Training Courses For Pub Operators
All this legislation may sound somewhat daunting, but it is manageable! Greene King operate a special Level 2 training course which will provide all the background knowledge of these laws and other business issues needed to pass the APLH exam. Greene King has a great reputation for training and is has a lot of resources that can be accessed by licensees both before and after taking on a pub. In addition, it is worth looking at the Gov.UK website which has lots of information written in simple and helpful language whenever you need detail on particular legislative topics.

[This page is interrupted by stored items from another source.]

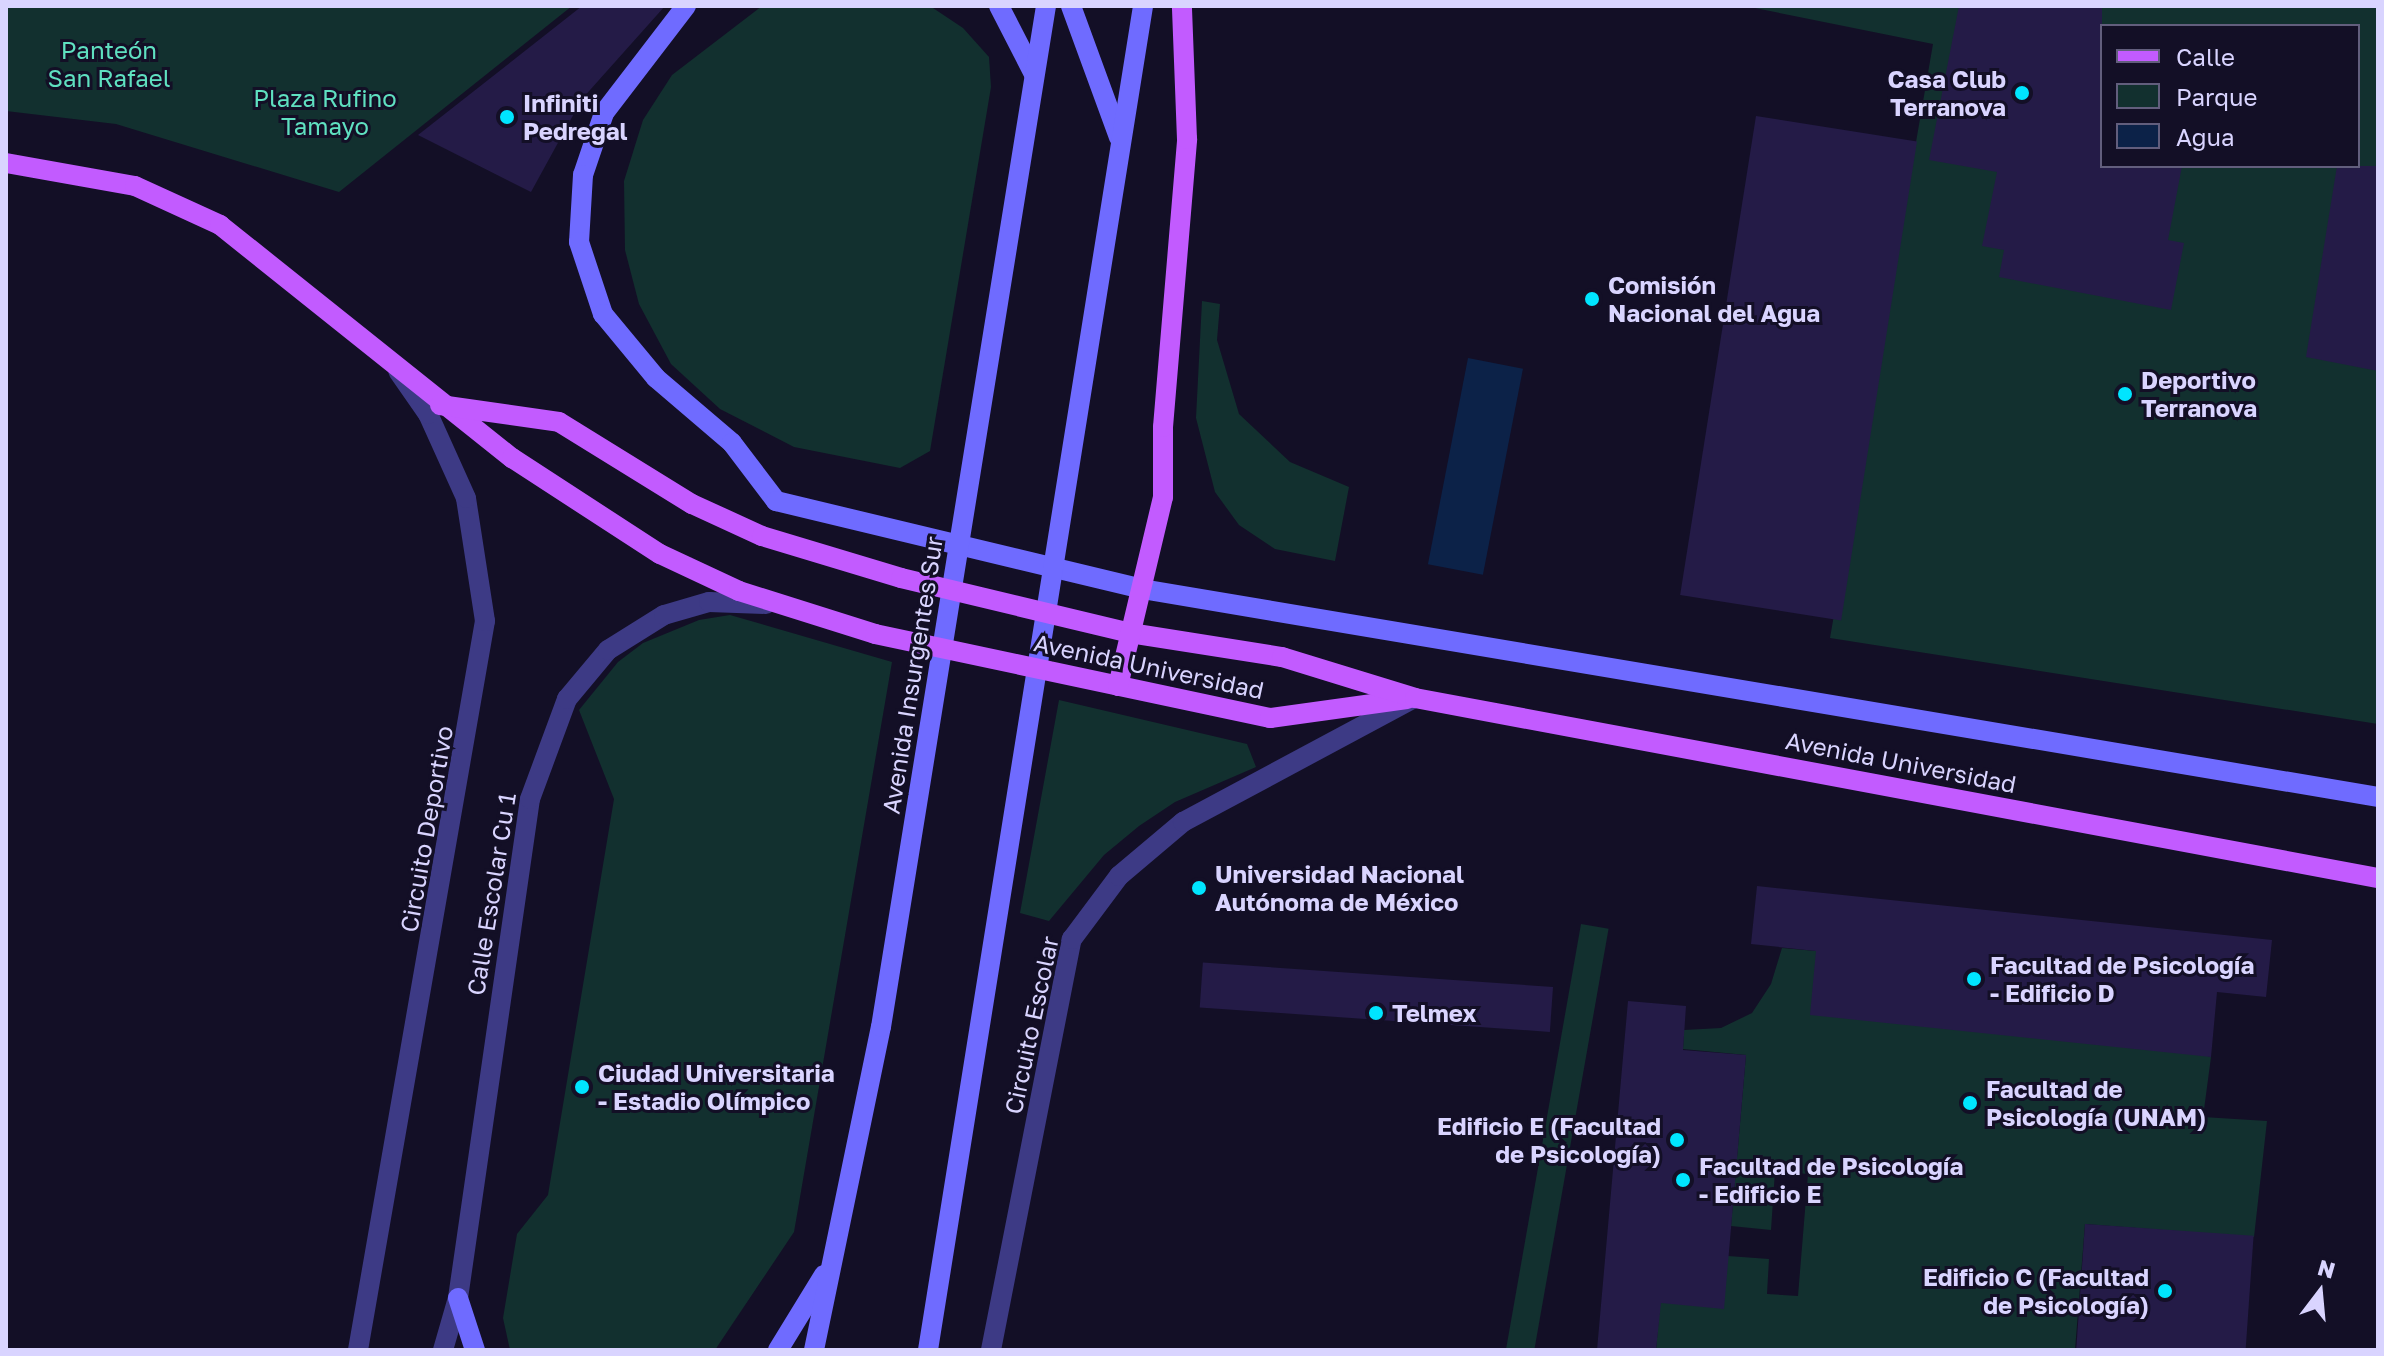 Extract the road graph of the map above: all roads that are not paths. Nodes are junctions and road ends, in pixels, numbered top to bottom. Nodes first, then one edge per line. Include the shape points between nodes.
1 (686, 6) edge
2 (999, 6) edge
3 (1046, 6) edge
4 (1071, 6) edge
5 (1143, 6) edge
6 (1182, 6) edge
7 (1034, 74) junction
8 (1119, 137) junction
9 (6, 163) edge
10 (371, 341) junction
11 (440, 405) junction
12 (1142, 589) junction
13 (783, 605) junction
14 (1130, 633) junction
15 (1118, 686) junction
16 (1415, 698) junction
17 (2378, 797) edge
18 (2378, 878) edge
19 (834, 1258) junction
20 (458, 1298) junction
21 (358, 1350) edge
22 (443, 1350) edge
23 (475, 1350) edge
24 (778, 1350) edge
25 (814, 1350) edge
26 (928, 1350) edge
27 (991, 1350) edge

1 - 12 main road via 625,78 604,113 583,175 578,208 583,268 603,314 628,347 732,443 776,501
2 - 7 main road
3 - 7 main road, Avenida Insurgentes Sur
4 - 8 main road
5 - 8 main road
6 - 12 main road via 1187,139 1163,427 1163,497
7 - 19 main road, Avenida Insurgentes Sur via 881,1027
8 - 26 main road
9 - 10 main road, Avenida Universidad via 90,174 178,203 259,253
10 - 11 main road, Avenida Universidad
10 - 21 street, Circuito Deportivo via 402,376 450,455 477,542 485,621
11 - 13 main road, Avenida Universidad via 660,554
11 - 14 main road, Avenida Universidad via 559,422 706,510 830,560
12 - 14 main road
12 - 17 main road
13 - 15 main road, Avenida Universidad via 875,634
13 - 20 street, Calle Escolar Cu 1 via 709,602 664,615 608,650 567,699 530,799
14 - 15 main road
14 - 16 main road, Avenida Universidad via 1282,657
15 - 16 main road, Avenida Universidad via 1270,718
16 - 18 main road, Avenida Universidad
16 - 27 street, Circuito Escolar via 1183,822 1119,876 1072,939
19 - 24 main road
19 - 25 main road, Avenida Insurgentes Sur
20 - 22 street, Calle Escolar Cu 1
20 - 23 main road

Depending on your business concept, there are other licences that you may need to obtain. Some may be needed immediately, or can be added afterwards as you develop your business to add new functions. For example, if you plan to play recorded music in your pub then you will need a PPL and PRS licence, while screening Premier League Football involves using an authorised supplier – Sky or BT. Your Premises Licence will cover you for most forms of entertainment, but occasions may arise where you will need to obtain a Temporary Events Notice (TENs) for special events.
Depending on your trading concept, there may be other rules and regulations that you need to know about. If you take on a pub with Greene King, your Business Development Manager will explain what relates to you and your pub, so that you can keep on the right side of the law at all times. Once you are operating a pub or chain of pubs, keeping aware of any changes to legislation becomes part of your regular routine.
In addition to all the essential training to obtain operating licenses, you will need to undertake basic practical training such as learning to run a cellar, retail and financial skills, marketing and sales. The PEAT course and Greene King Level 2 Award course material will cover much of this information.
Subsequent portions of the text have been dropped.